### Task:
Scan the records below and copy every line that contains the string "canvas".

▼

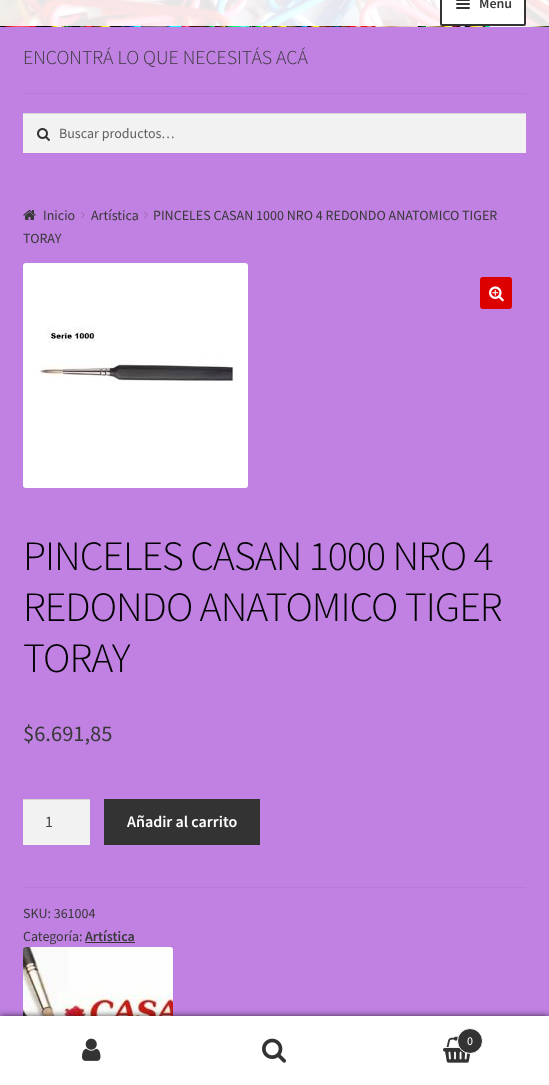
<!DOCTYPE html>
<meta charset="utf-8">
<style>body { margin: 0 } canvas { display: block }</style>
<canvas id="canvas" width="549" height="1085"></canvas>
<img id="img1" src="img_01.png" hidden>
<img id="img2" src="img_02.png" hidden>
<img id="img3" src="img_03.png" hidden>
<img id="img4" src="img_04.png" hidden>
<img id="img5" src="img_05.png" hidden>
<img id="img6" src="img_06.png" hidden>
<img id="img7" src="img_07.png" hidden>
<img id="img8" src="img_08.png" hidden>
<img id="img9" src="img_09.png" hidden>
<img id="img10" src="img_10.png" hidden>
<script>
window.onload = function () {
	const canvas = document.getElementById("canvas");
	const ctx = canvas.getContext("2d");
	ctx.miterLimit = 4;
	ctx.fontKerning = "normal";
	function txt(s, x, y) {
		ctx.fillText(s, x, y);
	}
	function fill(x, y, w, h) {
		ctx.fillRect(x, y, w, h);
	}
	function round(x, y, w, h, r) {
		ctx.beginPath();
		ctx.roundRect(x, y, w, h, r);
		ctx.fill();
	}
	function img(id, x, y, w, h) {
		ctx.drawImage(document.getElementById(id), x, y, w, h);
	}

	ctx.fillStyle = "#C081E2";
	fill(0, 0, 549, 1085);
	img("img1", 0, 0, 549, 27);
	ctx.fillStyle = "#FFFFFF";
	ctx.beginPath();
	ctx.roundRect(441, -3, 84, 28, 1);
	ctx.fill();
	ctx.strokeStyle = "#333333";
	ctx.lineWidth = 2;
	ctx.stroke();
	ctx.fillStyle = "#333333";
	round(456, -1, 14, 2, 1);
	round(456, 3, 14, 2, 1);
	round(456, 7, 14, 2, 1);
	ctx.fillStyle = "#B67BD7";
	fill(23, 93, 503, 1);
	ctx.fillStyle = "#F2F2F2";
	fill(23, 114, 503, 39);
	img("img2", 37, 128, 13, 13);
	ctx.fillStyle = "#D4D4D4";
	fill(23, 113, 503, 1);
	img("img3", 23, 210, 13, 10);
	img("img4", 81, 211, 4, 8);
	img("img4", 144, 211, 4, 8);
	img("img5", 23, 263, 225, 225);
	ctx.fillStyle = "#DD0000";
	round(480, 277, 32, 32, 3);
	img("img6", 489, 286, 15, 16);
	ctx.fillStyle = "#F2F2F2";
	fill(23, 800, 67, 45);
	ctx.fillStyle = "#D4D4D4";
	fill(23, 799, 67, 1);
	ctx.fillStyle = "#333333";
	fill(104, 799, 156, 46);
	ctx.fillStyle = "#B67BD7";
	fill(23, 887, 503, 1);
	ctx.fillStyle = "#383838";
	fill(85, 942, 50, 1);
	img("img7", 23, 947, 150, 69);
	ctx.fillStyle = "rgba(0, 0, 0, 0.7)";
	ctx.filter = "blur(3px)";
	ctx.beginPath();
	ctx.rect(0, 1016, 549, 69);
	ctx.fill();
	ctx.filter = "none";
	ctx.fillStyle = "#FFFFFF";
	fill(0, 1016, 549, 1);
	fill(0, 1017, 549, 68);
	img("img8", 82, 1038, 19, 23);
	img("img9", 262, 1038, 24, 25);
	img("img10", 443, 1036, 28, 27);
	ctx.fillStyle = "#333333";
	ctx.beginPath();
	ctx.arc(470, 1041, 12.5, 0, Math.PI * 2);
	ctx.fill();
	ctx.strokeStyle = "#FFFFFF";
	ctx.lineWidth = 1;
	ctx.stroke();
	ctx.font = "600 14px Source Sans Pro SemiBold";
	ctx.fillStyle = "#383838";
	txt("Menú", 479, 8);
	ctx.font = "300 19.8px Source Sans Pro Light";
	txt("ENCONTRÁ LO QUE NECESITÁS ACÁ", 23, 64);
	ctx.font = "14px Source Sans Pro";
	ctx.fillStyle = "#616161";
	txt("Buscar productos…", 59, 138);
	ctx.fillStyle = "#383838";
	txt("Inicio", 43, 220);
	txt("Artística", 91, 220);
	txt("PINCELES CASAN 1000 NRO 4 REDONDO ANATOMICO TIGER", 153, 220);
	txt("TORAY", 23, 243);
	ctx.letterSpacing = "-1px";
	ctx.font = "300 41.9px Source Sans Pro Light";
	ctx.fillStyle = "#000000";
	txt("PINCELES CASAN 1000 NRO 4", 23, 570);
	txt("REDONDO ANATOMICO TIGER", 23, 621);
	txt("TORAY", 23, 672);
	ctx.letterSpacing = "0px";
	ctx.font = "22.5px Source Sans Pro";
	ctx.fillStyle = "#383838";
	txt("$6.691,85", 23, 741);
	ctx.font = "16px Source Sans Pro";
	ctx.fillStyle = "#43454B";
	txt("1", 45, 827);
	ctx.font = "600 16px Source Sans Pro SemiBold";
	ctx.fillStyle = "#FFFFFF";
	txt("Añadir al carrito", 127, 827);
	ctx.font = "14px Source Sans Pro";
	ctx.fillStyle = "#383838";
	txt("SKU: 361004", 23, 918);
	txt("Categoría:", 23, 941);
	ctx.font = "600 14px Source Sans Pro SemiBold";
	txt("Artística", 85, 941);
	ctx.font = "12px Source Sans Pro";
	ctx.fillStyle = "#FFFFFF";
	txt("0", 467, 1045);
};
</script>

▲

### Answer to the problem:
<style>body { margin: 0 } canvas { display: block }</style>
<canvas id="canvas" width="549" height="1085"></canvas>
	const canvas = document.getElementById("canvas");
	const ctx = canvas.getContext("2d");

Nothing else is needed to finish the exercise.